Und dann kommen die weniger präsenten: Elisabeth Noelle-Neumann, Panajotis Kondylis, Odo Marquard, undsoweiter, nochmals fünfzig Namen und Werke.
Die Chance, von einem dieser Bücher gepackt und nach rechts gedreht zu werden, ist gut. Man sollte sich das als Entgiftungsvorgang vorstellen, als Aufräumarbeit, als geistigen Umzug, durch den man den Konformismus und das Gefasel unserer Zeit hinter sich läßt. Gut ist, wenn einem dabei Hinweise von erfahrenen Lesern halbe Regalmeter und ganze Autoren ersparen und das Ausgesiebte, das Bewährte nahelegen.
Jedoch: Als wir im Rahmen der Winterakademie unseres Instituts zum Thema »Lektüren« in einer der abendlichen Arbeitsgruppen
die Teilnehmer nach den entscheidenden Lektüren fragten, kam eine Liste zusammen, in dersich kaum ein Werk der oben genannten Autoren fand. Das ist nicht schwer zu erklären: Man nimmt sich ja erst dann den rechten Kanon vor, wenn man zu uns gefunden hat. Aber wie dieser erste Zugang zustandekommt?
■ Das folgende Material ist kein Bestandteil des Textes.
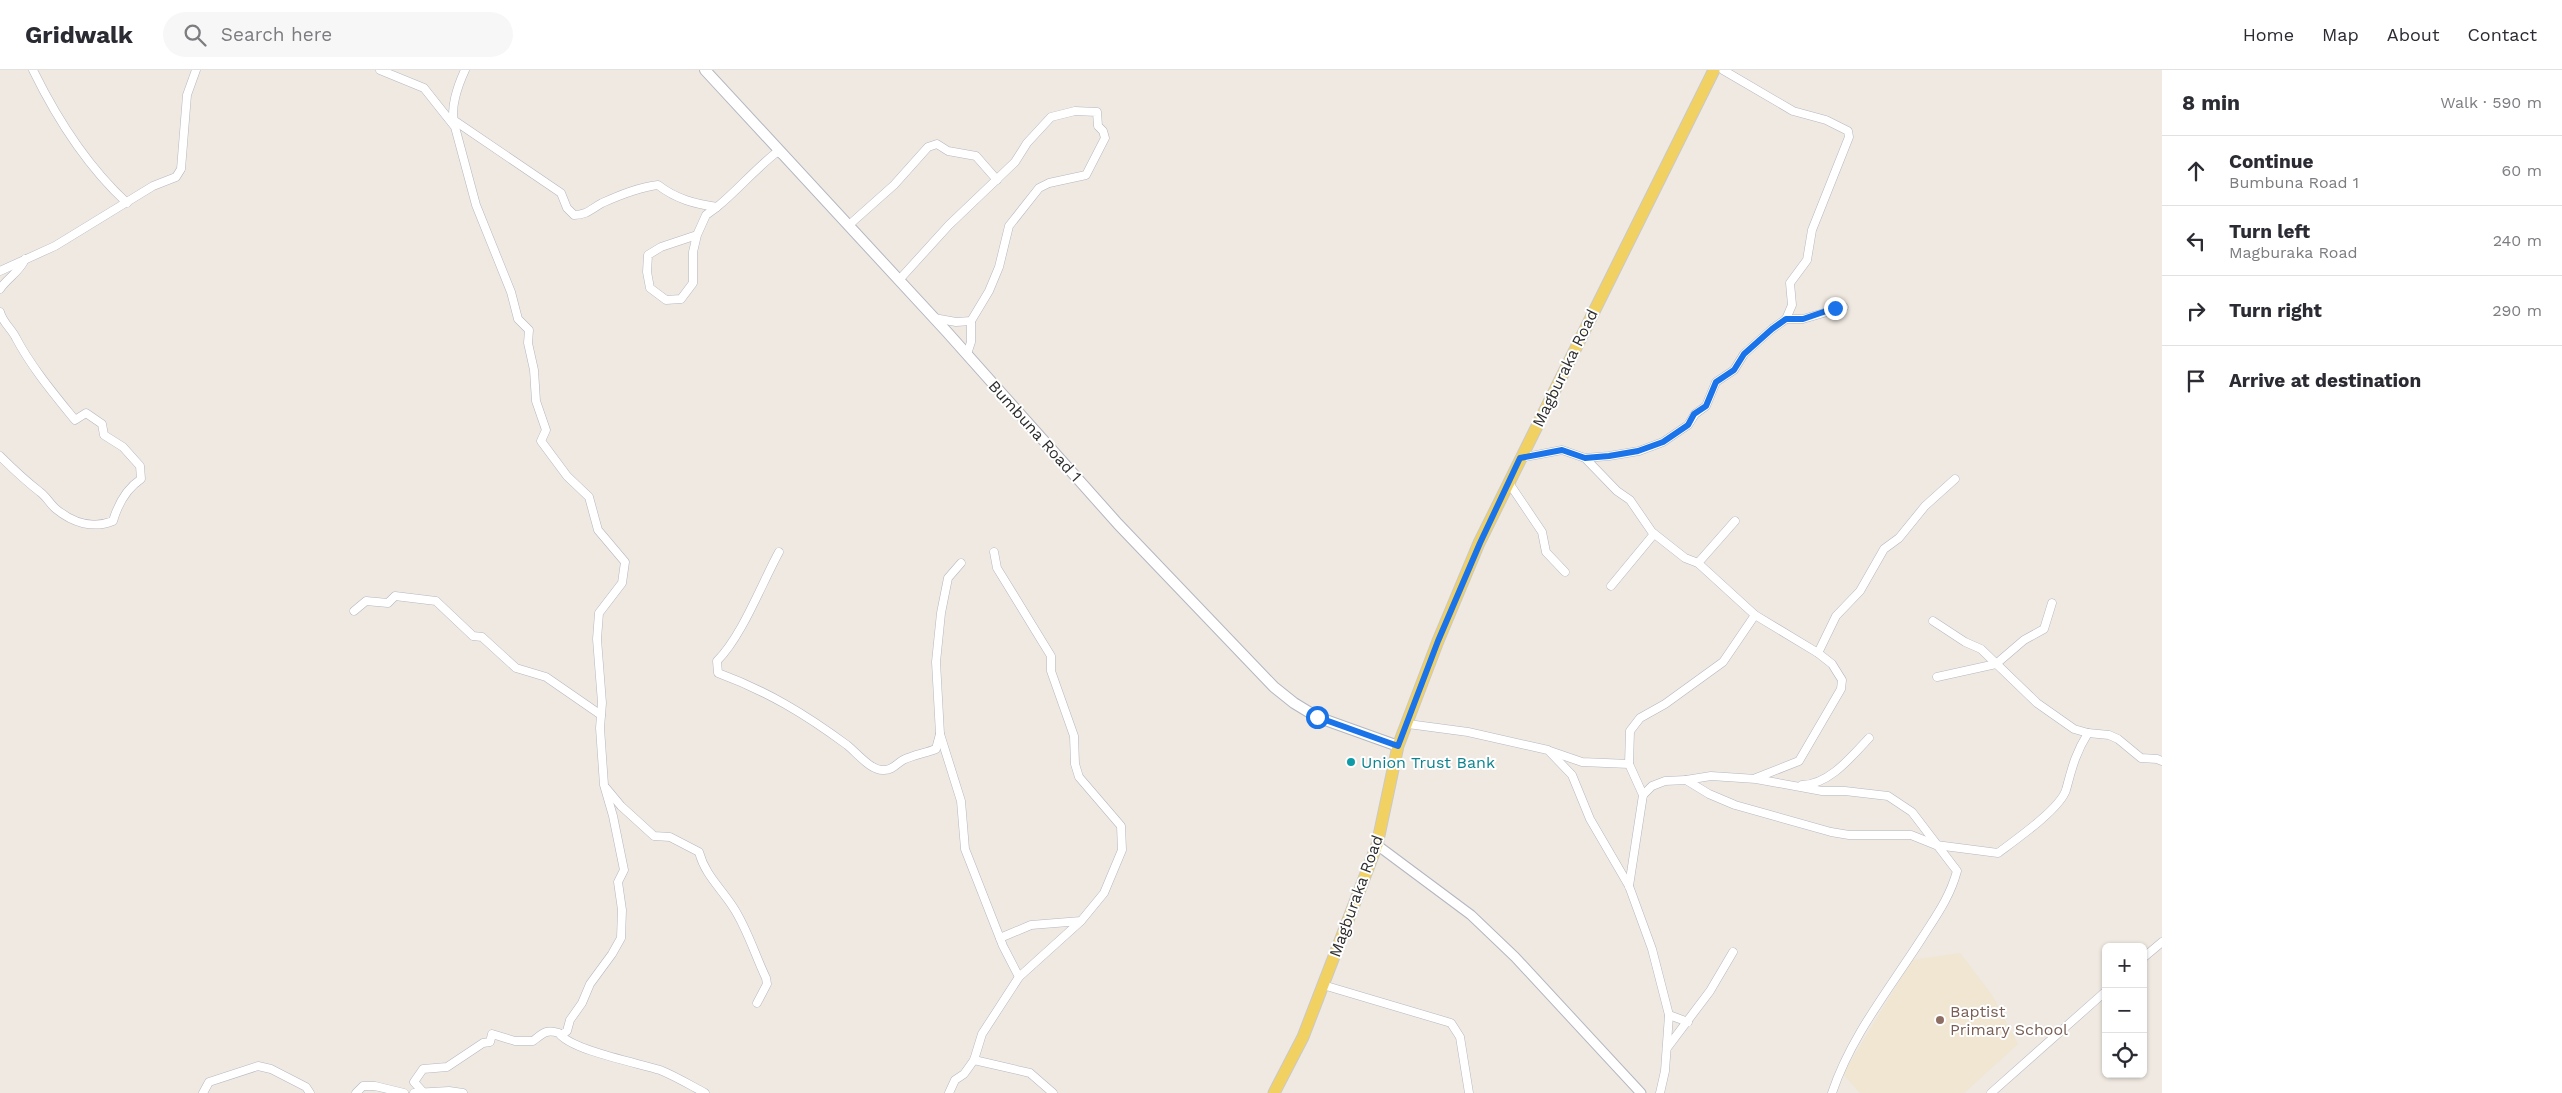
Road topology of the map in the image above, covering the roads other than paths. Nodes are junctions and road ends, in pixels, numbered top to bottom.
1 (33, 70) edge
2 (196, 70) edge
3 (380, 70) edge
4 (466, 70) edge
5 (705, 70) edge
6 (1714, 70) edge
7 (1727, 71) edge
8 (452, 118) junction
9 (456, 127) junction
10 (784, 156) junction
11 (997, 180) junction
12 (127, 203) junction
13 (717, 206) junction
14 (849, 225) junction
15 (697, 235) junction
16 (25, 259) junction
17 (0, 271) edge
18 (899, 280) junction
19 (0, 289) edge
20 (1844, 307) dead end
21 (0, 312) edge
22 (934, 318) junction
23 (1786, 319) junction
24 (971, 321) junction
25 (967, 354) junction
26 (0, 456) edge
27 (1520, 458) junction
28 (1585, 458) junction
29 (1955, 479) dead end
30 (1509, 483) junction
31 (1735, 521) dead end
32 (1654, 534) junction
33 (779, 552) dead end
34 (994, 552) dead end
35 (961, 563) dead end
36 (1698, 563) junction
37 (1565, 572) dead end
38 (1611, 586) dead end
39 (2052, 603) dead end
40 (354, 611) dead end
41 (1755, 615) junction
42 (1933, 621) dead end
43 (1818, 653) junction
44 (1996, 664) junction
45 (1937, 677) dead end
46 (601, 715) junction
47 (1408, 724) junction
48 (2088, 733) junction
49 (940, 734) junction
50 (1869, 738) dead end
51 (1398, 746) junction
52 (936, 749) junction
53 (1548, 750) junction
54 (2162, 761) edge
55 (949, 762) junction
56 (1629, 764) junction
57 (1756, 779) junction
58 (1686, 780) junction
59 (1793, 784) junction
60 (604, 785) junction
61 (1643, 795) junction
62 (1377, 845) junction
63 (1936, 845) junction
64 (1630, 886) junction
65 (1081, 921) junction
66 (1000, 938) junction
67 (2162, 942) edge
68 (1732, 952) dead end
69 (2147, 955) edge
70 (1019, 977) junction
71 (1323, 985) junction
72 (2102, 995) edge
73 (757, 1003) dead end
74 (1669, 1015) junction
75 (1688, 1022) junction
76 (561, 1035) junction
77 (1667, 1048) junction
78 (974, 1060) junction
79 (428, 1092) edge
80 (203, 1093) edge
81 (310, 1093) edge
82 (356, 1093) edge
83 (404, 1093) edge
84 (414, 1093) edge
85 (463, 1093) edge
86 (705, 1093) edge
87 (949, 1093) edge
88 (1053, 1093) edge
89 (1274, 1093) edge
90 (1469, 1093) edge
91 (1641, 1093) edge
92 (1660, 1093) edge
93 (1832, 1093) edge
94 (1991, 1093) edge

1 - 12 street
2 - 12 street
3 - 9 street
4 - 8 street
5 - 10 main road, Bumbuna Road 1
6 - 27 main road, Magburaka Road
7 - 23 street
8 - 9 street
8 - 13 street
9 - 46 street
10 - 13 street
10 - 14 main road, Bumbuna Road 1
11 - 14 street
11 - 18 street
11 - 24 street
12 - 16 street
13 - 15 street
14 - 18 main road, Bumbuna Road 1
15 - 15 street
16 - 17 street
16 - 19 street
18 - 22 main road, Bumbuna Road 1
20 - 23 street
21 - 26 street
22 - 24 street
22 - 25 main road, Bumbuna Road 1
23 - 28 street
24 - 25 street
25 - 51 main road, Bumbuna Road 1
27 - 28 street
27 - 30 main road, Magburaka Road
28 - 32 street
29 - 43 street
30 - 37 street
30 - 47 main road, Magburaka Road
31 - 36 street
32 - 36 street
32 - 38 street
33 - 52 street
34 - 65 street
35 - 49 street
36 - 41 street
39 - 44 street
40 - 46 street
41 - 43 street
41 - 56 street
42 - 44 street
43 - 57 street
44 - 45 street
44 - 48 street
46 - 60 street
47 - 51 main road, Magburaka Road
47 - 53 street
48 - 54 street
48 - 63 street
49 - 52 street
49 - 55 street
50 - 59 street
51 - 62 main road, Magburaka Road
52 - 55 street
53 - 56 street
53 - 64 street
55 - 66 street
56 - 61 street
57 - 58 street
57 - 59 street
58 - 61 street
58 - 63 street
59 - 63 street
60 - 73 street
60 - 76 street
61 - 64 street
62 - 71 main road, Magburaka Road
62 - 91 street
63 - 93 street
64 - 74 street
65 - 66 street
65 - 70 street
66 - 70 street
67 - 69 street
68 - 75 street
70 - 78 street
71 - 89 main road, Magburaka Road
71 - 90 street
72 - 94 street
74 - 75 street
74 - 77 street
75 - 77 street
76 - 79 street
76 - 86 street
77 - 92 street
78 - 87 street
78 - 88 street
79 - 84 street
79 - 85 street
80 - 81 street
82 - 83 street

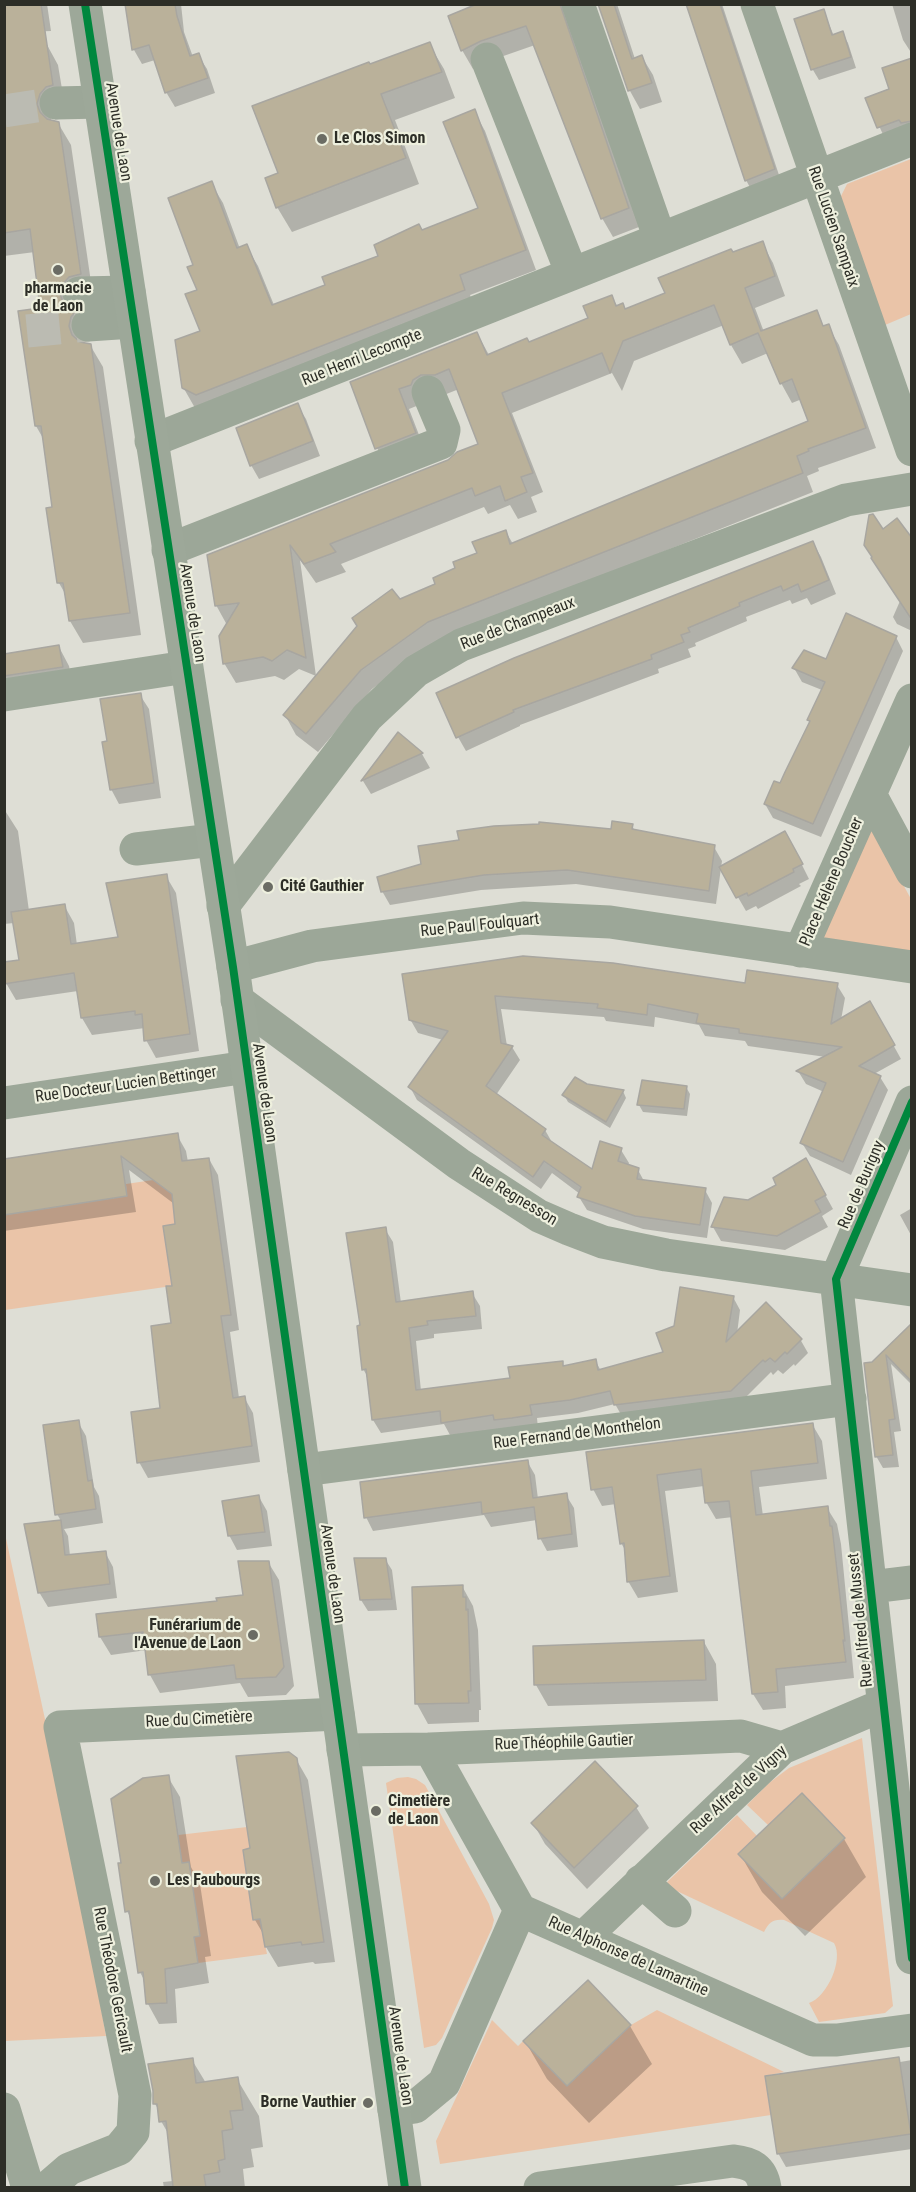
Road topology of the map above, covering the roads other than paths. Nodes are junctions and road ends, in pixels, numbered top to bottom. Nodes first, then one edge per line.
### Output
1 (85, 4) edge
2 (578, 4) edge
3 (757, 4) edge
4 (487, 59) dead end
5 (100, 102) junction
6 (56, 103) tunnel mouth
7 (912, 139) edge
8 (816, 177) junction
9 (660, 239) junction
10 (572, 274) junction
11 (78, 293) tunnel mouth
12 (131, 307) junction
13 (88, 325) tunnel mouth
14 (428, 392) dead end
15 (151, 441) junction
16 (912, 450) edge
17 (912, 489) edge
18 (168, 550) junction
19 (186, 667) junction
20 (4, 695) edge
21 (912, 700) edge
22 (870, 794) junction
23 (213, 840) junction
24 (136, 849) dead end
25 (912, 872) edge
26 (223, 906) junction
27 (800, 951) junction
28 (233, 967) junction
29 (912, 967) edge
30 (237, 1000) junction
31 (247, 1067) junction
32 (4, 1102) edge
33 (912, 1102) edge
34 (836, 1279) junction
35 (912, 1290) edge
36 (850, 1399) junction
37 (304, 1470) junction
38 (912, 1582) edge
39 (870, 1587) junction
40 (884, 1705) junction
41 (338, 1714) junction
42 (60, 1727) joint
43 (782, 1748) junction
44 (430, 1749) junction
45 (343, 1750) junction
46 (642, 1881) junction
47 (520, 1910) junction
48 (675, 1911) dead end
49 (584, 1937) junction
50 (912, 1958) edge
51 (912, 2030) edge
52 (4, 2109) edge
53 (394, 2110) junction
54 (28, 2187) edge
55 (47, 2187) edge
56 (405, 2187) edge
57 (540, 2187) edge
58 (765, 2187) edge

1 - 5 main road, Avenue de Laon
2 - 9 street
3 - 8 street, Rue Lucien Sampaix
4 - 10 street
5 - 6 street, Avenue de Laon
5 - 12 main road, Avenue de Laon
7 - 8 street, Rue Henri Lecompte
8 - 9 street, Rue Henri Lecompte
8 - 16 street, Rue Lucien Sampaix
9 - 10 street, Rue Henri Lecompte
10 - 15 street, Rue Henri Lecompte
11 - 12 street
12 - 13 street
12 - 15 main road, Avenue de Laon
14 - 18 street
15 - 18 main road, Avenue de Laon
17 - 26 street, Rue de Champeaux
18 - 19 main road, Avenue de Laon
19 - 20 street
19 - 23 main road, Avenue de Laon
21 - 22 street
22 - 25 street, Place Hélène Boucher
22 - 27 street, Place Hélène Boucher
23 - 24 street
23 - 26 main road, Avenue de Laon
26 - 28 main road, Avenue de Laon
27 - 28 street, Rue Paul Foulquart
27 - 29 street, Place Hélène Boucher
28 - 30 main road, Avenue de Laon
30 - 31 main road, Avenue de Laon
30 - 34 street, Rue Regnesson
31 - 32 street, Rue Docteur Lucien Bettinger
31 - 37 main road, Avenue de Laon
33 - 34 street, Rue de Burigny
34 - 35 street, Rue Regnesson
34 - 36 street, Rue Alfred de Musset
36 - 37 street, Rue Fernand de Monthelon
36 - 39 street, Rue Alfred de Musset
37 - 41 main road, Avenue de Laon
38 - 39 street
39 - 40 street, Rue Alfred de Musset
40 - 43 street, Rue Alfred de Vigny
40 - 50 street, Rue Alfred de Musset
41 - 42 street, Rue du Cimetière
41 - 45 main road, Avenue de Laon
42 - 55 street, Rue Théodore Gericault
43 - 44 street, Rue Théophile Gautier
43 - 46 street, Rue Alfred de Vigny
44 - 45 street, Rue Théophile Gautier
44 - 47 street
45 - 53 main road, Avenue de Laon
46 - 48 street
46 - 49 street, Rue Alfred de Vigny
47 - 49 street, Rue Alphonse de Lamartine
47 - 53 street
49 - 51 street, Rue Alphonse de Lamartine
52 - 54 street
53 - 56 main road, Avenue de Laon
57 - 58 street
Ein großes Geheimnis! Jedenfalls gibt es Lektüren, die wie Türen herüberführen, und sie sind aufgestellt wie die Zugänge in den Chroniken von Narnia: ein Wandschrank kann eine Eingangstür sein, eine Gartenpforte auch, aber beide sind für den
nächsten, der sie öffnet, schon wieder bloß das, was sie eben vor allem sind – Wandschrank und Gartenpforte.
Wir raten also unbedingt zur wilden Lektüre, zum Stöbern, Anlesen, zum Abgelegenen, zur eigenen Ordnung. In den Bibliotheken von Lehnert, Kaiser, v. Waldstein, Tillschneider, in denen von Hinz, Weißmann, Lichtmesz, Höcke, Kalbitz findet sich derselbe Kernbestand an Autoren und Werken wie in der von Kositza und Kubitschek. Aber dann fächert sich das in einer Weise auf, die nur noch aus der inneren Ordnung und Leidenschaft des jeweiligen Lesers und Besitzers erklärbar ist. Man steht vor Rätseln und ahnt die Persönlichkeit.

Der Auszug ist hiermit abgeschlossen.